5 FBD Control Challenges

Elimination and/or eradication can be hypothesised only for diseases with an exclusive human reservoir or strictly referable to a faecal-oral circuit (e.g., typhoid fever, hepatitis A). Otherwise, zoonotic diseases (e.g., salmonellosis) are controllable, but not eliminable, by multiple approaches along the food chain (from farm to fork) and public health interventions. The former includes control activities on primary production (e.g., hygiene on farms, slaughtering, and plant supply chain) and on the subsequent stages of food processing, to reduce the risk of contamination as well as the survival and multiplication of pathogens in food (e.g., self-control, Hazard Analysis Critical Control Point—HACCP). Today, the food safety approach is based on risk assessment, risk management and risk communication, which involve producers, stakeholders and consumers, and must consider the presence of vulnerable groups in the populations [6, 9]. Surveillance based on national and international networks is one of the fundamental public health activities and was already the focus of WHO’s attention in the early 2000s (Resolution WHO Assembly, May 2000). The purposes of surveillance are to: (1) identify causative agents (also through metagenomics); (2) describe characteristics of cases (‘who-where-when’); (3) recognise clusters of cases and conduct epidemiological investigation on outbreaks and epidemics; and (4) implement measures necessary to interrupt transmission chains (e.g., alerts, withdrawal of contaminated foods recognised) [9,10,11].

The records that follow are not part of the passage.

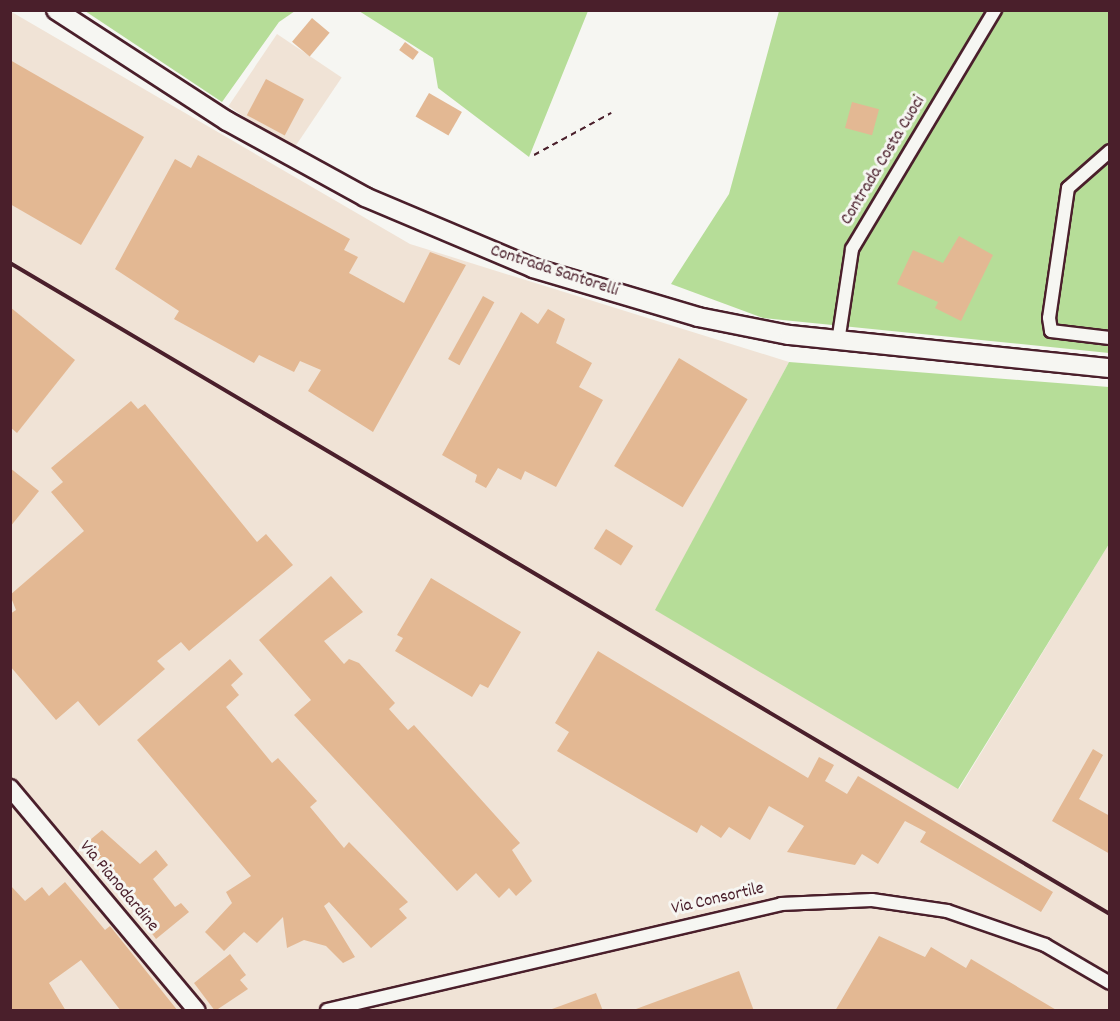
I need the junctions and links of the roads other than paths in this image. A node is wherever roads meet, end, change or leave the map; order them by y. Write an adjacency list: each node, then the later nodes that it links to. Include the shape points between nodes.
1 (56, 10): 5 (main road, Contrada Santorelli, via 227,121 402,216 533,268 667,308)
2 (995, 10): 5 (street, Contrada Costa Cuoci, via 852,249)
3 (1110, 151): 4 (street, via 1068,188 1049,318 1051,331)
4 (1110, 338)
5 (838, 342): 6 (main road, Contrada Santorelli)
6 (1110, 368)
7 (10, 788): 9 (street, Via Pianodardine)
8 (1110, 983): 10 (street, Via Consortile, via 1045,945 947,911 872,900 781,904)
9 (196, 1011)
10 (327, 1011)

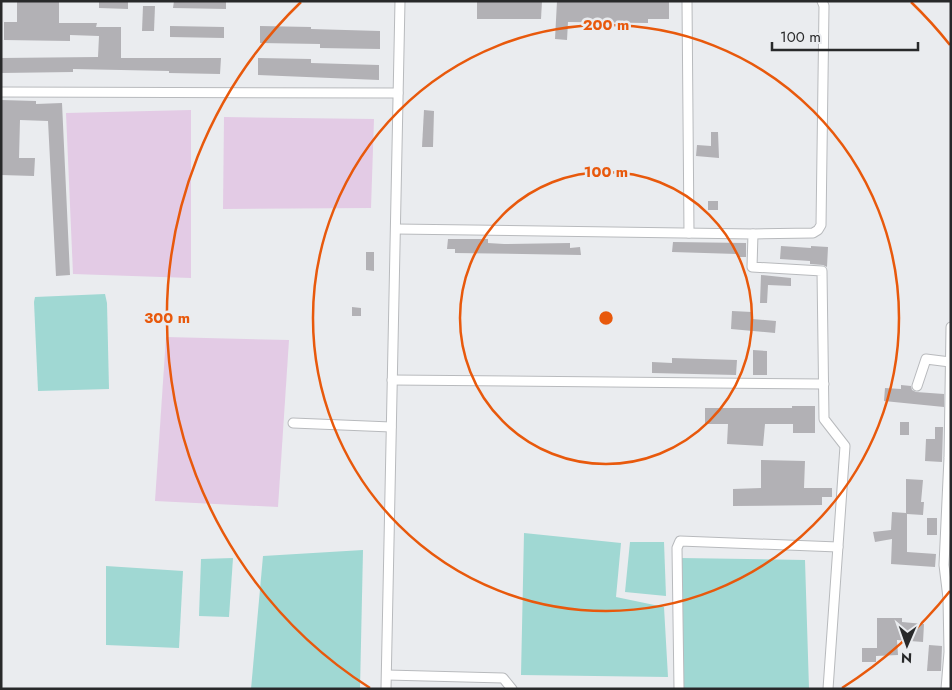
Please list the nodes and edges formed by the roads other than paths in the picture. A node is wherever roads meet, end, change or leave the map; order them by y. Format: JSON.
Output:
{"nodes":[{"id":1,"x":400,"y":1,"type":"edge"},
{"id":2,"x":687,"y":1,"type":"edge"},
{"id":3,"x":822,"y":1,"type":"edge"},
{"id":4,"x":1,"y":92,"type":"edge"},
{"id":5,"x":398,"y":92,"type":"junction"},
{"id":6,"x":396,"y":229,"type":"junction"},
{"id":7,"x":689,"y":233,"type":"junction"},
{"id":8,"x":753,"y":234,"type":"junction"},
{"id":9,"x":951,"y":327,"type":"edge"},
{"id":10,"x":950,"y":362,"type":"edge"},
{"id":11,"x":392,"y":380,"type":"junction"},
{"id":12,"x":824,"y":384,"type":"junction"},
{"id":13,"x":917,"y":386,"type":"dead end"},
{"id":14,"x":293,"y":423,"type":"dead end"},
{"id":15,"x":391,"y":427,"type":"junction"},
{"id":16,"x":838,"y":547,"type":"junction"},
{"id":17,"x":386,"y":675,"type":"junction"},
{"id":18,"x":386,"y":689,"type":"edge"},
{"id":19,"x":512,"y":689,"type":"edge"},
{"id":20,"x":679,"y":689,"type":"edge"},
{"id":21,"x":828,"y":689,"type":"edge"},
{"id":22,"x":946,"y":689,"type":"edge"}],
"edges":[{"from":1,"to":5,"type":"street"},
{"from":2,"to":7,"type":"street"},
{"from":3,"to":8,"type":"street"},
{"from":4,"to":5,"type":"street"},
{"from":5,"to":6,"type":"street"},
{"from":6,"to":7,"type":"street"},
{"from":6,"to":11,"type":"street"},
{"from":7,"to":8,"type":"street"},
{"from":8,"to":12,"type":"street"},
{"from":9,"to":10,"type":"street"},
{"from":10,"to":13,"type":"street"},
{"from":10,"to":22,"type":"street"},
{"from":11,"to":12,"type":"street"},
{"from":11,"to":15,"type":"street"},
{"from":12,"to":16,"type":"street"},
{"from":14,"to":15,"type":"street"},
{"from":15,"to":17,"type":"street"},
{"from":16,"to":20,"type":"street"},
{"from":16,"to":21,"type":"street"},
{"from":17,"to":18,"type":"street"},
{"from":17,"to":19,"type":"street"}]}
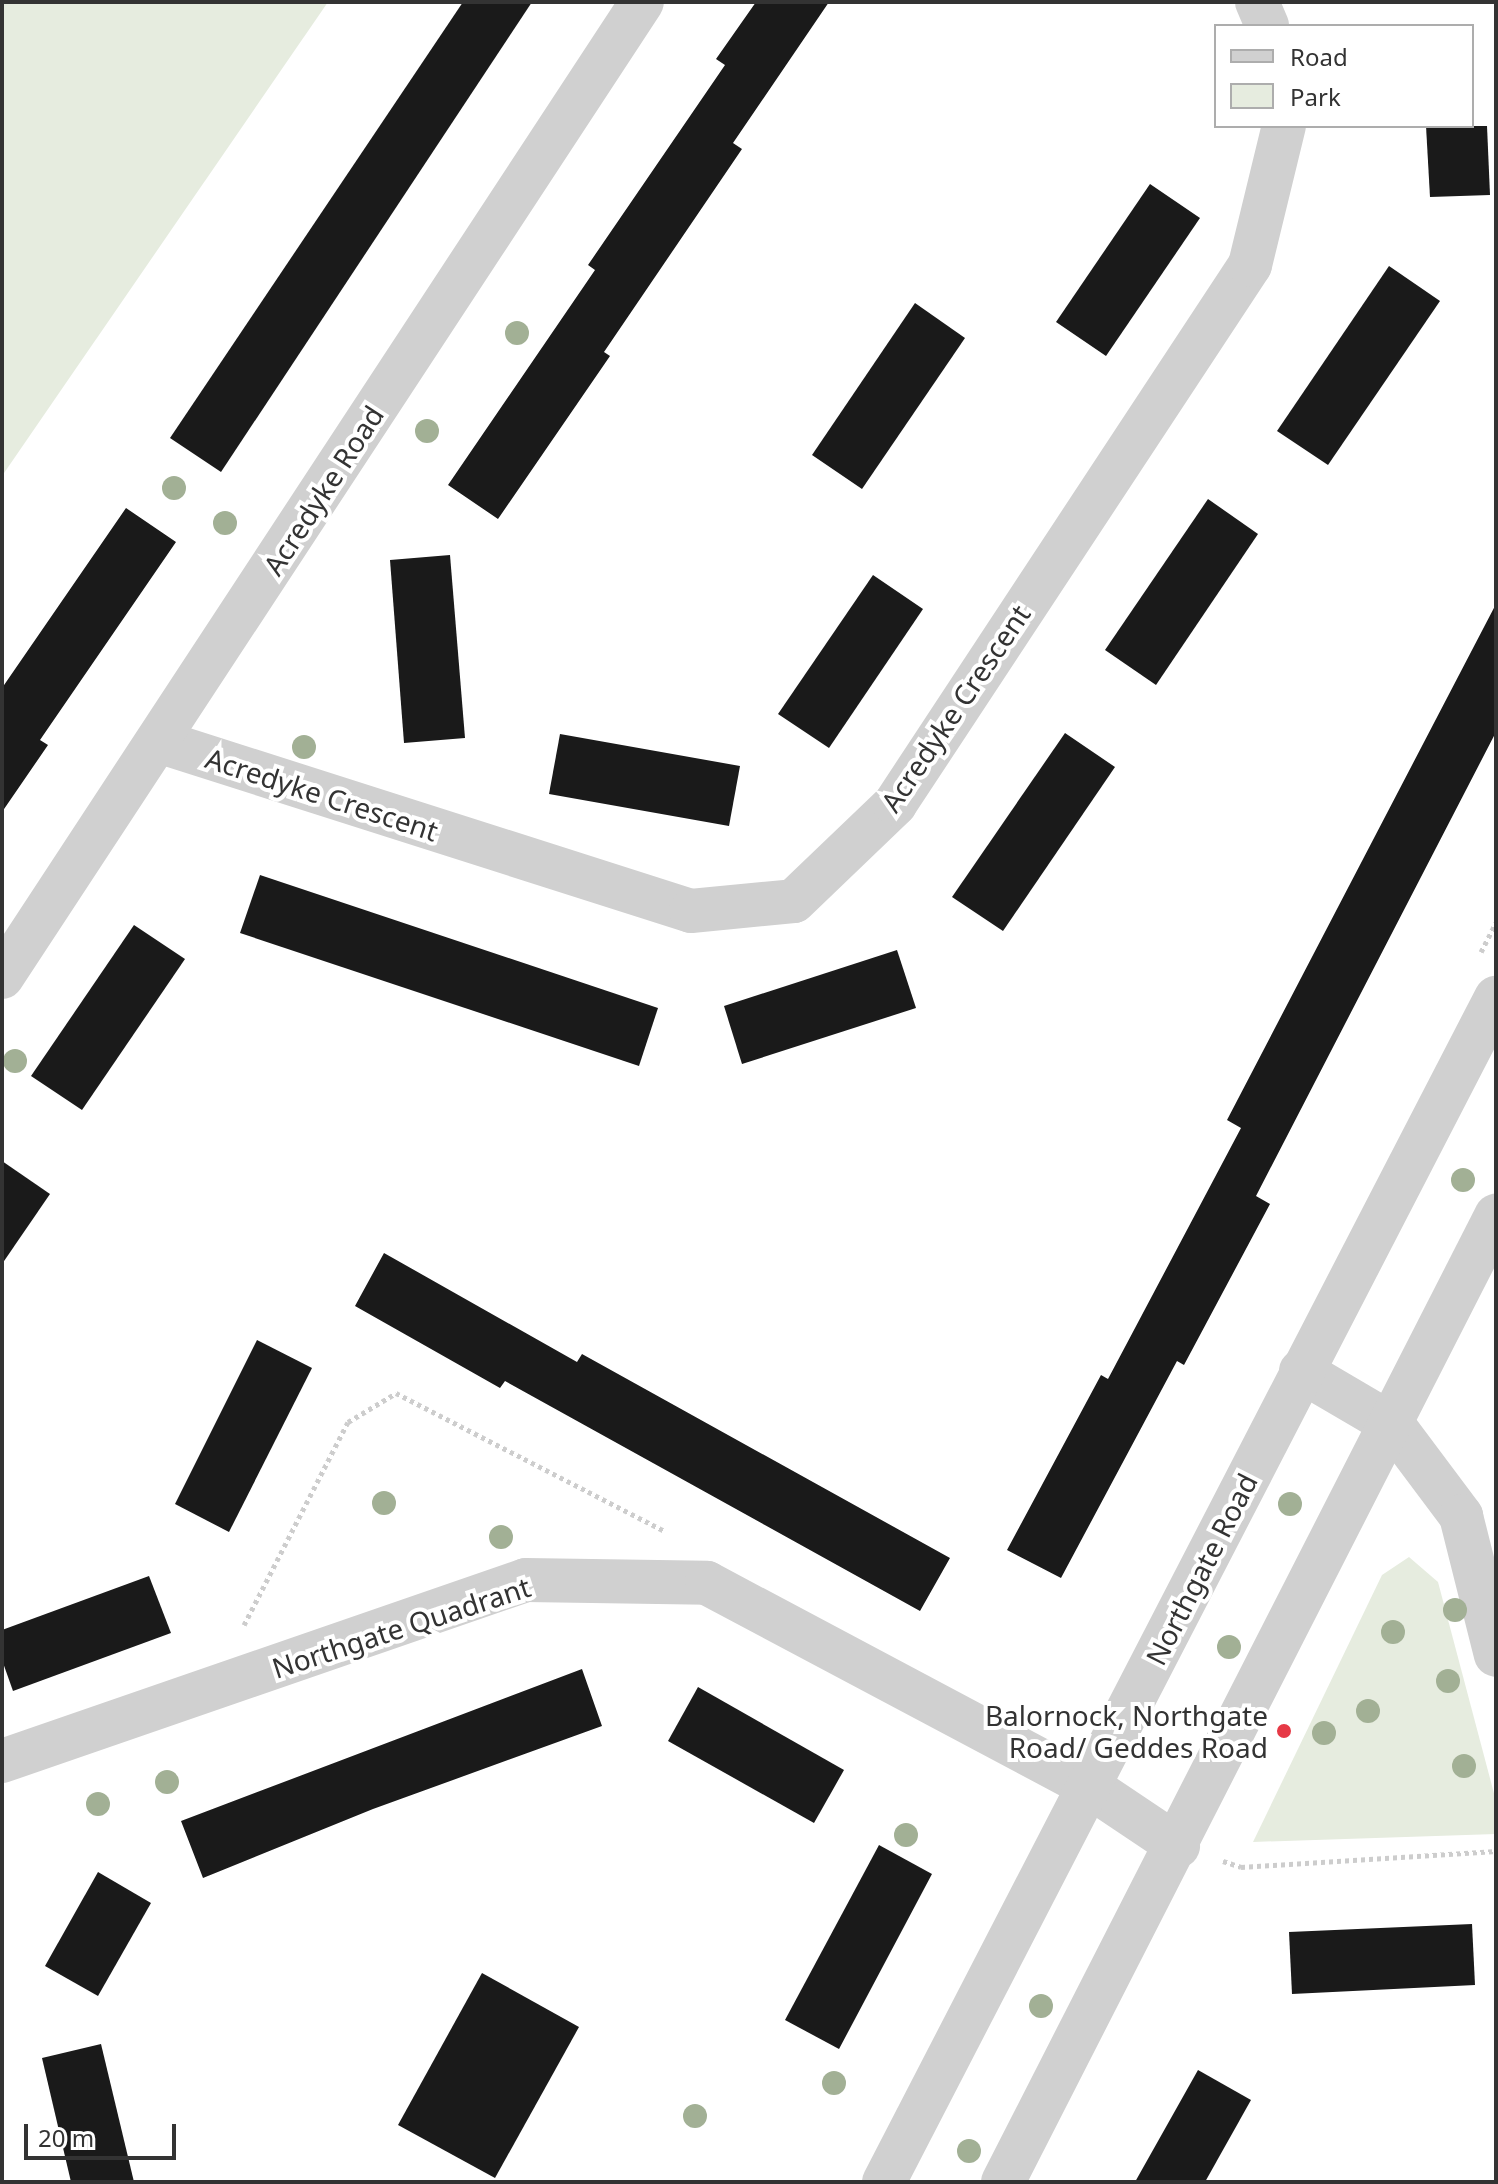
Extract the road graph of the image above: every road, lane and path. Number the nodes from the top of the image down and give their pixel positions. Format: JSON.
{"nodes":[{"id":1,"x":642,"y":2,"type":"edge"},
{"id":2,"x":1257,"y":2,"type":"edge"},
{"id":3,"x":1266,"y":24,"type":"edge"},
{"id":4,"x":1284,"y":128,"type":"edge"},
{"id":5,"x":158,"y":741,"type":"junction"},
{"id":6,"x":2,"y":977,"type":"edge"},
{"id":7,"x":1496,"y":998,"type":"edge"},
{"id":8,"x":1496,"y":1216,"type":"edge"},
{"id":9,"x":1301,"y":1371,"type":"junction"},
{"id":10,"x":1393,"y":1425,"type":"junction"},
{"id":11,"x":707,"y":1583,"type":"junction"},
{"id":12,"x":1496,"y":1655,"type":"edge"},
{"id":13,"x":211,"y":1690,"type":"junction"},
{"id":14,"x":2,"y":1761,"type":"edge"},
{"id":15,"x":1090,"y":1787,"type":"junction"},
{"id":16,"x":1178,"y":1846,"type":"junction"},
{"id":17,"x":1496,"y":1851,"type":"edge"},
{"id":18,"x":884,"y":2182,"type":"edge"},
{"id":19,"x":1003,"y":2182,"type":"edge"}],
"edges":[{"from":1,"to":5,"type":"street","name":"Acredyke Road"},
{"from":2,"to":3,"type":"street"},
{"from":4,"to":5,"type":"street","name":"Acredyke Crescent"},
{"from":5,"to":6,"type":"street","name":"Acredyke Road"},
{"from":7,"to":9,"type":"street","name":"Northgate Road"},
{"from":8,"to":10,"type":"street"},
{"from":9,"to":10,"type":"street"},
{"from":9,"to":15,"type":"street","name":"Northgate Road"},
{"from":10,"to":12,"type":"street"},
{"from":10,"to":16,"type":"street"},
{"from":11,"to":13,"type":"street","name":"Northgate Quadrant"},
{"from":11,"to":13,"type":"path"},
{"from":11,"to":15,"type":"street","name":"Northgate Quadrant"},
{"from":13,"to":14,"type":"street","name":"Northgate Quadrant"},
{"from":15,"to":16,"type":"street","name":"Northgate Quadrant"},
{"from":15,"to":18,"type":"street","name":"Northgate Road"},
{"from":16,"to":17,"type":"path"},
{"from":16,"to":19,"type":"street"}]}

Given the characteristics of FBDs, it is preferable to base their control on a combination of ‘non-specific’ measures rather than on immunoprophylaxis, which can help to control only a small number of FBDs (e.g., typhoid fever, hepatitis A, cholera, rotavirus). Vaccines for other etiological agents (including parasites) are under development [12]. The sometimes-secondary role that immunoprophylaxis can have for FBDs control is exemplified by the case of cholera, whose elimination in many countries is primarily attributable to the interruption of the faecal-oral transmission chain thanks to environmental sanitation measures. Overall, the control (but not the elimination) of FBDs is based on a ‘One Health’ approach and involves multiple activities concerning animal reservoir, environment, food chains and employing public health measures.

5.1 Cost-Effectiveness

FBDs are also complex to assess in terms of associated costs. Besides direct costs (diagnosis, treatment and care of the individual case) and indirect costs (absence from work, loss of productivity), there are also costs for the society and businesses. Costs for surveillance activities, outbreak investigations, control over supply chains and for food withdrawals must be considered. Unfortunately, available data (mostly from high-income countries) are not easily comparable. In the United States, a recent analysis estimated yearly costs of USD10-83 billion [13, 14].

6 Responsibilities

In the ‘One Health’ perspective, many national and international institutions are involved. All processes that from primary production, through processing and distribution phases, reach the final consumer must be managed. Nowadays, the consumer may have access to food produced elsewhere, which may have been contaminated during any phase ‘from farm to fork’. To improve safety, quality and equality of international food trade, the FAO and the WHO established in 1963 a Commission to draft a Codex Alimentarius that collects and updates internationally standardised good practice guidelines [15]. Of particular importance are the Codex Principles and Guidelines for National Food Control Systems (CAC/GL 82-2013). A Food Control System—defined as ‘the integration of regulatory activities across all responsible competent authorities to achieve the key objectives of food control, including preventive and educational strategies that protect the whole food chain’—should be evaluated with respect to the objectives of the system, control programme effectiveness, and legislative and regulatory requirements, to allow further improvements and favour the interest of all players along the whole food production chain, including the final consumer [15].